▶ _Exercise prompt_:
Find each line in the following listing that has the string "rotate", then state the count and nothing else.

▶ _Input_:

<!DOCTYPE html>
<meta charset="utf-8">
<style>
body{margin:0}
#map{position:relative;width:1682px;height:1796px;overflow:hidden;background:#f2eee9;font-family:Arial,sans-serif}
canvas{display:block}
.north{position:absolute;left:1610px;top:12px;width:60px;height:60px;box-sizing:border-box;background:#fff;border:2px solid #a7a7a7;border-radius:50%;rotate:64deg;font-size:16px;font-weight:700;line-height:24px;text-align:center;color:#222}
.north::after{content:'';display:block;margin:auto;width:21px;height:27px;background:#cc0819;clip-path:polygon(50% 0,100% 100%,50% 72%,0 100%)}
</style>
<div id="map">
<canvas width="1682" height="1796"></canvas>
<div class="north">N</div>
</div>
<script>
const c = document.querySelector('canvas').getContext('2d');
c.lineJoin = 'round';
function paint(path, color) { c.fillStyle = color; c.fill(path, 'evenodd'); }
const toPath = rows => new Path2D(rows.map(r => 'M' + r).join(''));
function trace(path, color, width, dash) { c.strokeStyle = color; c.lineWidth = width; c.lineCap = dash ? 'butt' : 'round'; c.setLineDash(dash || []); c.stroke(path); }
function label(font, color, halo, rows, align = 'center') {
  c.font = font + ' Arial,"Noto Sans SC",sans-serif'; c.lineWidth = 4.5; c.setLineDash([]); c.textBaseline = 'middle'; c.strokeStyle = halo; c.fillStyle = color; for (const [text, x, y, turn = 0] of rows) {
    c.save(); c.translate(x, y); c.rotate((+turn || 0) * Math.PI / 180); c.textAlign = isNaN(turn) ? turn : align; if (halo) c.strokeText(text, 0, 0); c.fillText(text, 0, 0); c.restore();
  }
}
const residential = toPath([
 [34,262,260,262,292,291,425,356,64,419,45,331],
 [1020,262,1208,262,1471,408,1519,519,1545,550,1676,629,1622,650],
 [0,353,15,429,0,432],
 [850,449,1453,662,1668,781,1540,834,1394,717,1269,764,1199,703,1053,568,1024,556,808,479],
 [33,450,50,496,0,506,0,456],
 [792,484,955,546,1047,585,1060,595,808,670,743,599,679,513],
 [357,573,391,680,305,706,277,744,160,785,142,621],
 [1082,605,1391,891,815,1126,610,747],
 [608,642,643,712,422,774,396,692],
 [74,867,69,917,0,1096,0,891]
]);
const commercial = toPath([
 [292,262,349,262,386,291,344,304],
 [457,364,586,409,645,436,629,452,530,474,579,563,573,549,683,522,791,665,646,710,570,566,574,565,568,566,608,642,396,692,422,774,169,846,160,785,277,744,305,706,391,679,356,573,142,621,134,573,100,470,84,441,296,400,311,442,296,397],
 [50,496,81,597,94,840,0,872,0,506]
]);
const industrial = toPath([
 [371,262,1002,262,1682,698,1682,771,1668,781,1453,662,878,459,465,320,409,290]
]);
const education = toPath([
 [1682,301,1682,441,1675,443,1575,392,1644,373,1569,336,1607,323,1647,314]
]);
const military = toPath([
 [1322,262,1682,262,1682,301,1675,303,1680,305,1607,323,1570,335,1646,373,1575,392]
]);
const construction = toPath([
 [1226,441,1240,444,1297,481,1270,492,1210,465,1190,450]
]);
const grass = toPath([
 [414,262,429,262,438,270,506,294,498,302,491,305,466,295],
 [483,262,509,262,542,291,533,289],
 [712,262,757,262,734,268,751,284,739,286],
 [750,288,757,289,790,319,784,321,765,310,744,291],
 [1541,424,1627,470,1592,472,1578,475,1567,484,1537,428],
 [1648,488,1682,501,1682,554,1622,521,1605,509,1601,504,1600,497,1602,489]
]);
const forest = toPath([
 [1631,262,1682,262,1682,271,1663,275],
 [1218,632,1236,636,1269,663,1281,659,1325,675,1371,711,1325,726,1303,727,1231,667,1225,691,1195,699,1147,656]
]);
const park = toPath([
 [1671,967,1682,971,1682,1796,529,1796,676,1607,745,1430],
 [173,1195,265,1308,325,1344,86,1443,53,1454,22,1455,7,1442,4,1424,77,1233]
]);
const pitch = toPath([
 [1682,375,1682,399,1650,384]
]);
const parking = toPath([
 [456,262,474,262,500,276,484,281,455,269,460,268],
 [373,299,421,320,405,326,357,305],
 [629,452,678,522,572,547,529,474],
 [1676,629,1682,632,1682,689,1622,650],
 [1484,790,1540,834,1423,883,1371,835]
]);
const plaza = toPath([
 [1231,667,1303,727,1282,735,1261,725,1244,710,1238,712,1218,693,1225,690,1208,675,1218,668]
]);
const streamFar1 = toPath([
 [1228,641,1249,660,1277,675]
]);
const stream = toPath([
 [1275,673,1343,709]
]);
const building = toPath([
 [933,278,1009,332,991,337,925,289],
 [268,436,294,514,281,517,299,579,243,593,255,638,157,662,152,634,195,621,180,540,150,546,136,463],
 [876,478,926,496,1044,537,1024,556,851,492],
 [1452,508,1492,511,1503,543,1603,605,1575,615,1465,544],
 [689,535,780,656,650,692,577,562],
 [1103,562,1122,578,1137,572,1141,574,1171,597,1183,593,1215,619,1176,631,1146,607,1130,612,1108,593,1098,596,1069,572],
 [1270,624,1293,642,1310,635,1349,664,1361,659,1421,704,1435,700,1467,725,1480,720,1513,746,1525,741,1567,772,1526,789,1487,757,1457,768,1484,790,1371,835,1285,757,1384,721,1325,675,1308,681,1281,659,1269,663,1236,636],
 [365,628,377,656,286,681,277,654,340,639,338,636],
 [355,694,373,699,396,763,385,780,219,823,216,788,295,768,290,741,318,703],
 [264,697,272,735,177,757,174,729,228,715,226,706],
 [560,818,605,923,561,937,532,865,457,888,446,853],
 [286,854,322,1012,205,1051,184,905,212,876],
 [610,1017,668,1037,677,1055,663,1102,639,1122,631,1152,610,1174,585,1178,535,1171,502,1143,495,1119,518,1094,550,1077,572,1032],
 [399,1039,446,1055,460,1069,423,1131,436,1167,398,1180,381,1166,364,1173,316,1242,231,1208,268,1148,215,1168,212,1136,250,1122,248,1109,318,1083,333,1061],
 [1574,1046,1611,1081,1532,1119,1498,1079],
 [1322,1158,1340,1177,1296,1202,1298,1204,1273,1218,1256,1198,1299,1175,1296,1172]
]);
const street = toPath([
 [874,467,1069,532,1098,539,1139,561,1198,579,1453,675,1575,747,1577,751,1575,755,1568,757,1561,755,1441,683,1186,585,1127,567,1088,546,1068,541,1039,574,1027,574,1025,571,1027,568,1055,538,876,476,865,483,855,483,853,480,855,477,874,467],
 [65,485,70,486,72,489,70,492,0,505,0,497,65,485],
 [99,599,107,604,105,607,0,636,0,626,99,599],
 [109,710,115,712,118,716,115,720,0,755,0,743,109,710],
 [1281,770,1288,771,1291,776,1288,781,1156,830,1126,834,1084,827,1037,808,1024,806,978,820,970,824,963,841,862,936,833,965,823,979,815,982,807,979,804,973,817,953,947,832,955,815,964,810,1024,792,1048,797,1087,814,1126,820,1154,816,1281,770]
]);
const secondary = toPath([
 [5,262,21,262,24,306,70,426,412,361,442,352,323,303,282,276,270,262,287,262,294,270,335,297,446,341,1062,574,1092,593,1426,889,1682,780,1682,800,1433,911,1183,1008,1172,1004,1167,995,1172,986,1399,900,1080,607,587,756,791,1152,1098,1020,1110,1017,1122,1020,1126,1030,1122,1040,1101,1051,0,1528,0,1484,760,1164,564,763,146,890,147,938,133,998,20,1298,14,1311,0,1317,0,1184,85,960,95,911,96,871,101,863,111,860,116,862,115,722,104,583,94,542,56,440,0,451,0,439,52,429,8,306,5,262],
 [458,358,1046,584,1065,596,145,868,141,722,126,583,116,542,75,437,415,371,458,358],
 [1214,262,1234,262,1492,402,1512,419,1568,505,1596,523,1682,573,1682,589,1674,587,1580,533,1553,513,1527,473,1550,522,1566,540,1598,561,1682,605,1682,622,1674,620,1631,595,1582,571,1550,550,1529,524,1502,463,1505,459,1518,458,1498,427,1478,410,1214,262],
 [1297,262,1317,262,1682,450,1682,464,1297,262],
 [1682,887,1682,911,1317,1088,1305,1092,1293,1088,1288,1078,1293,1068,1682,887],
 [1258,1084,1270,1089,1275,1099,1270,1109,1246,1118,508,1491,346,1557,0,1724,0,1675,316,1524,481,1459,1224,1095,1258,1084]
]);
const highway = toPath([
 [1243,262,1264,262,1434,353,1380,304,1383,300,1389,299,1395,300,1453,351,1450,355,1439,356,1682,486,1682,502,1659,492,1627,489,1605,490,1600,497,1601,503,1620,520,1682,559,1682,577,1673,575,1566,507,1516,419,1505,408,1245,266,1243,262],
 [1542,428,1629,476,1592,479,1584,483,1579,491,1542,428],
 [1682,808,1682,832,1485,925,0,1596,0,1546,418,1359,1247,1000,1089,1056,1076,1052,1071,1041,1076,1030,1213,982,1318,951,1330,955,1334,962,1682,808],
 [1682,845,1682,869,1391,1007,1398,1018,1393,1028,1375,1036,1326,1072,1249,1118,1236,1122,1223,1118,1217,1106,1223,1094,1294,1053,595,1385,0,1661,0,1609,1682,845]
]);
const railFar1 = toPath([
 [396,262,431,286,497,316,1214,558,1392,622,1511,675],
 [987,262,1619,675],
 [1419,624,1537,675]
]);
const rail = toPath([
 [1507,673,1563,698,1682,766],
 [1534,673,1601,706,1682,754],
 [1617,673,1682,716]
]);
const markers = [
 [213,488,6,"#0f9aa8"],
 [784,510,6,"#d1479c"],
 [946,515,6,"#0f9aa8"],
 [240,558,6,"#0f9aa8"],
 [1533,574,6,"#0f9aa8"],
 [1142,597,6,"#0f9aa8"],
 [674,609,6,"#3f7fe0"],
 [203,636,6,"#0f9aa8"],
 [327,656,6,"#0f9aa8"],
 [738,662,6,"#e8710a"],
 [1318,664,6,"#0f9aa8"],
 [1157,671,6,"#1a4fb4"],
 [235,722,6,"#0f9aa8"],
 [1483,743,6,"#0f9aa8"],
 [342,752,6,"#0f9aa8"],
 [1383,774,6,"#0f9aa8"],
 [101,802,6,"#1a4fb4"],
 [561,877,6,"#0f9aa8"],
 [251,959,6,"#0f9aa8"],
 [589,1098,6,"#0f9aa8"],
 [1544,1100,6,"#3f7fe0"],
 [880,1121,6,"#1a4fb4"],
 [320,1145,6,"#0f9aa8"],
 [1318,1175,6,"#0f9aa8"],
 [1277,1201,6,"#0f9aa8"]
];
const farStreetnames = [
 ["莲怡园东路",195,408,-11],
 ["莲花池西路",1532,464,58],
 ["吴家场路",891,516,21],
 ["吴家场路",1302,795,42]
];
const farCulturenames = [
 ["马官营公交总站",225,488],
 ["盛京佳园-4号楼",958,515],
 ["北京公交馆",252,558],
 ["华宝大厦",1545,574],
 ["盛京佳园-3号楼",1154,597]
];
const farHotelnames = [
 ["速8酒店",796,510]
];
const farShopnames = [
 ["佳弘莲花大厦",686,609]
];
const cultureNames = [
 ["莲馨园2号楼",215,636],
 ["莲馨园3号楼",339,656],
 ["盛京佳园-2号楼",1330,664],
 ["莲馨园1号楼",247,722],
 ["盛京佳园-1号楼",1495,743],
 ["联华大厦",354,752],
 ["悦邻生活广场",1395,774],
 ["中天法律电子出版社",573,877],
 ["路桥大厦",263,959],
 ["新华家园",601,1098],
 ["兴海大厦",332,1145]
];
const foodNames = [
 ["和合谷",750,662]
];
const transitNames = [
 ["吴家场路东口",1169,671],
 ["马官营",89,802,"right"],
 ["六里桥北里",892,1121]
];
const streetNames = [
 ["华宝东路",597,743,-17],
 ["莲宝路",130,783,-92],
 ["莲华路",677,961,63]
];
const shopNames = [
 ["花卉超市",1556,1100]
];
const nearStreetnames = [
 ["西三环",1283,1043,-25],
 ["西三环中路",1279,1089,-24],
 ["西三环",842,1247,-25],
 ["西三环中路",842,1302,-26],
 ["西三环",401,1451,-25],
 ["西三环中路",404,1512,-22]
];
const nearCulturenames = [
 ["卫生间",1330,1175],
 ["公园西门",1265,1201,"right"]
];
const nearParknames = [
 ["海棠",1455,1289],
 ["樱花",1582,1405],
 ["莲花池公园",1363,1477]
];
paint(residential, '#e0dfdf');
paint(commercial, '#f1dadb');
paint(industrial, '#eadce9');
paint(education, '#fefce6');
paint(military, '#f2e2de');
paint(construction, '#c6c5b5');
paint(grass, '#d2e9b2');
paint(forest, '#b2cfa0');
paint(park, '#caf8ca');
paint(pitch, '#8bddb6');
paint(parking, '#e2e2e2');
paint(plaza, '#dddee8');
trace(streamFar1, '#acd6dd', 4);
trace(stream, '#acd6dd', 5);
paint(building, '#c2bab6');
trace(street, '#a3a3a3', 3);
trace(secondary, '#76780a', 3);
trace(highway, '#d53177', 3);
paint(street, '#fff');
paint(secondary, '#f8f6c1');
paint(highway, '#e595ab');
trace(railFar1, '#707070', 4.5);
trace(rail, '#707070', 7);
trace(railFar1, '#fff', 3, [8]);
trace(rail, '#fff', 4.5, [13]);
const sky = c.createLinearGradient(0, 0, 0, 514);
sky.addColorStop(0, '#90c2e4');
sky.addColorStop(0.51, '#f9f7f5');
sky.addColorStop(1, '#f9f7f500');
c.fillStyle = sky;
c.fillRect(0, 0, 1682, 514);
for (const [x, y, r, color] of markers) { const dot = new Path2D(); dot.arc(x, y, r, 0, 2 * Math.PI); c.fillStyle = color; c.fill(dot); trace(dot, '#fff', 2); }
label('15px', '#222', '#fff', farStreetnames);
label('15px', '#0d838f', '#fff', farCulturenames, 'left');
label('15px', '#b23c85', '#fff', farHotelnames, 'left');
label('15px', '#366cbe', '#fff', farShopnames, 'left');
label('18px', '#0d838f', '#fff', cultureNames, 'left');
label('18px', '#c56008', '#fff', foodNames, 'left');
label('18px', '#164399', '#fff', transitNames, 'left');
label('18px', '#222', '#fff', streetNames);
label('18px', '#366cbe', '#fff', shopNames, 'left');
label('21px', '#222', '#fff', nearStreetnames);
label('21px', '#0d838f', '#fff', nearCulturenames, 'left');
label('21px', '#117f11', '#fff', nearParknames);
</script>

▶ _Answer area_:
2